* _Work to complete_: Please say how many lines in the entries below hold the string "Sachal", with no other words.

* _Given entries_:
◇ ◇ ◇

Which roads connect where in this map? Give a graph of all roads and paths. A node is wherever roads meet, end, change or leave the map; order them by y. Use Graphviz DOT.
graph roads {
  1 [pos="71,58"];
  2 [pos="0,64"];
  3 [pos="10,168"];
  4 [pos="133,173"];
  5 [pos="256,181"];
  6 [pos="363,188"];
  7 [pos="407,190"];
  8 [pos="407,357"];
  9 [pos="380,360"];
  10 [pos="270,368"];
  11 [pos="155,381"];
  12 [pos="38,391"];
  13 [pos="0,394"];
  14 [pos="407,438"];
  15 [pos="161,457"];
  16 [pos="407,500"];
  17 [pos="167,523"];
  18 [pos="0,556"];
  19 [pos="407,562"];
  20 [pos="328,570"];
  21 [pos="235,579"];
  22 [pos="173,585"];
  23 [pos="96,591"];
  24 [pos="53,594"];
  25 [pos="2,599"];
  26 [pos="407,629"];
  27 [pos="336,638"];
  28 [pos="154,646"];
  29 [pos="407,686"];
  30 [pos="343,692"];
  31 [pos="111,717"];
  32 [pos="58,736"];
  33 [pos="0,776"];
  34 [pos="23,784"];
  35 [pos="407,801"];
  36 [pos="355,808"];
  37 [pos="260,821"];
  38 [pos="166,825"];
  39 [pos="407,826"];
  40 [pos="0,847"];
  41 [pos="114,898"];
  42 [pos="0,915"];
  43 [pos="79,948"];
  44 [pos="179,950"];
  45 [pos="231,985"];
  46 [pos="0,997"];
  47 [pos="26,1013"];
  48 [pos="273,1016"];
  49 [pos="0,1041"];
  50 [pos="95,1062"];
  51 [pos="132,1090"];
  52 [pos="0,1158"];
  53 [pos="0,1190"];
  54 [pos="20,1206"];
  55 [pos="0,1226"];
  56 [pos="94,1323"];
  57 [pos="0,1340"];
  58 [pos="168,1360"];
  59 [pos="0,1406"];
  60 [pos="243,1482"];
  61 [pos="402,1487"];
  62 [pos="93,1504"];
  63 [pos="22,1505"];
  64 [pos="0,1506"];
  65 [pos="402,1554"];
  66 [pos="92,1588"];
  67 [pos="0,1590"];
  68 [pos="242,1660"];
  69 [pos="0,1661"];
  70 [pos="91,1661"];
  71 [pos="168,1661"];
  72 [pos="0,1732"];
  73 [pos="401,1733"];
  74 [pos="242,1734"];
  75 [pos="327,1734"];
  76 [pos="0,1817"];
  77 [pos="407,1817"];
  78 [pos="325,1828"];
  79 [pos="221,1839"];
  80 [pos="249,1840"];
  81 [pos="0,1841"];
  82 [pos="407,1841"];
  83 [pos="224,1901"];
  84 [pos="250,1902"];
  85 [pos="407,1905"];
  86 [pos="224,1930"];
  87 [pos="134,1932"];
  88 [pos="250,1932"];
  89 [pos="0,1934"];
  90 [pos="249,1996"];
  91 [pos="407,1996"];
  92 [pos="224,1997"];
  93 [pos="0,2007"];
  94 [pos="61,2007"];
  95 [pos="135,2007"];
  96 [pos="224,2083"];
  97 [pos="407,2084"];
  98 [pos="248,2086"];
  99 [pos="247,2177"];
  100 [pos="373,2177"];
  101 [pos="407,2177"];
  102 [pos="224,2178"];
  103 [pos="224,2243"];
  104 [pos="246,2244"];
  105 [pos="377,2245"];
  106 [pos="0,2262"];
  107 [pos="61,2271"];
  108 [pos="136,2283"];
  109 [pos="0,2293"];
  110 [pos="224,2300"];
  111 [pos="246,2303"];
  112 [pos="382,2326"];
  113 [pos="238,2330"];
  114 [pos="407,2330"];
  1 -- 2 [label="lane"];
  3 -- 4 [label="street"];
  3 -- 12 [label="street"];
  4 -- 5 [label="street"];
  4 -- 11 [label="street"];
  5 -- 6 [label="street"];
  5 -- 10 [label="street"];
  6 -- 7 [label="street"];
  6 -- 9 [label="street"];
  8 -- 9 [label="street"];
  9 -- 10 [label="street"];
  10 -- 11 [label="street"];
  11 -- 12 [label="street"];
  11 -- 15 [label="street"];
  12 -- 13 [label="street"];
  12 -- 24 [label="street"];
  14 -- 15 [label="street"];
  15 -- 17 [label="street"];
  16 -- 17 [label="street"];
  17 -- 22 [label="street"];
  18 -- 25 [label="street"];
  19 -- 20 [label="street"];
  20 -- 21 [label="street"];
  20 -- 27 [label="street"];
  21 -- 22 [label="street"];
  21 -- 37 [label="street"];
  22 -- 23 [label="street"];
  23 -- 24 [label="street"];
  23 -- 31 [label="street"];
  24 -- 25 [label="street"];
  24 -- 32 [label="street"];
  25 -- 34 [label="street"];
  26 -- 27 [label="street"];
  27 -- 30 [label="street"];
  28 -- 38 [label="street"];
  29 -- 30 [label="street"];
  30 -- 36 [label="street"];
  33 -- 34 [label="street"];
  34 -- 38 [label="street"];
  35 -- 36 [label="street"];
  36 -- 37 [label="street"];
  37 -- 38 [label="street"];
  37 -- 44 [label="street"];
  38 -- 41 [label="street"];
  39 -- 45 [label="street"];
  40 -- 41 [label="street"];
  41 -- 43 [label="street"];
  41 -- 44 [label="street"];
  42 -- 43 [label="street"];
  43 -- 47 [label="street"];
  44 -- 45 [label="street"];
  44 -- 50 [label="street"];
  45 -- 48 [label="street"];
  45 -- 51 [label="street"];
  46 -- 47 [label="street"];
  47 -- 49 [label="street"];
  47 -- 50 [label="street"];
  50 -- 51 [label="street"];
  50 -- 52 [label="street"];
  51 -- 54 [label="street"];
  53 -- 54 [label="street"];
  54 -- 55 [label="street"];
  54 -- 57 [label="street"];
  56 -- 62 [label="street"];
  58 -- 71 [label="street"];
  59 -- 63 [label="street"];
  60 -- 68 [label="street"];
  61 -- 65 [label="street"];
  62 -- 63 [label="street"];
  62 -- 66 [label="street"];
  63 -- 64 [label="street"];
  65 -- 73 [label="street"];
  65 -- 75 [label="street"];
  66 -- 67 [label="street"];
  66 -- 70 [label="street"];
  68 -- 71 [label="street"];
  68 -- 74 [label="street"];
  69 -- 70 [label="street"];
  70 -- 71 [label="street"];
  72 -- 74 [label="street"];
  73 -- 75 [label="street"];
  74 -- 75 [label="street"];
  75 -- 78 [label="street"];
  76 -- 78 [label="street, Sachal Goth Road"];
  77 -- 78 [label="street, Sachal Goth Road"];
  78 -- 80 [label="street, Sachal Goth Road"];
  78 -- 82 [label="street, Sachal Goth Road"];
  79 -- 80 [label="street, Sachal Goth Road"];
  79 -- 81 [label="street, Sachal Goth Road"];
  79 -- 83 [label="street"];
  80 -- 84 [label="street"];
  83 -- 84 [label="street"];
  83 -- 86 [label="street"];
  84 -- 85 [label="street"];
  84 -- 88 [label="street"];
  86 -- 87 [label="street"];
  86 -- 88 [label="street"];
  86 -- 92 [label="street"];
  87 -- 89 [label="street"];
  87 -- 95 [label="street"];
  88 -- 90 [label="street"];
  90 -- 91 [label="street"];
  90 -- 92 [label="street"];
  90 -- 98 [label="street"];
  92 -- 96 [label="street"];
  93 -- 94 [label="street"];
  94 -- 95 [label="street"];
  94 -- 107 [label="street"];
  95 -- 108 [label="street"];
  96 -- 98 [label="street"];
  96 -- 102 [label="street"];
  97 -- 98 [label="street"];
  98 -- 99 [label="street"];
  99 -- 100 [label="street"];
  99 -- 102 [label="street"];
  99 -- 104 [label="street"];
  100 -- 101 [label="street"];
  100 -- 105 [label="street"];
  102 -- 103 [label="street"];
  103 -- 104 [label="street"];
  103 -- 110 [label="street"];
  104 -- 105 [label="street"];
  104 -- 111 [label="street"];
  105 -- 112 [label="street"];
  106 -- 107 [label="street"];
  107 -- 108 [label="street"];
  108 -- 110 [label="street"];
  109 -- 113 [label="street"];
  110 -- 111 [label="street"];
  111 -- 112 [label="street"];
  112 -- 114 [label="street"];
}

◇ ◇ ◇

* _Answer to this problem_: 6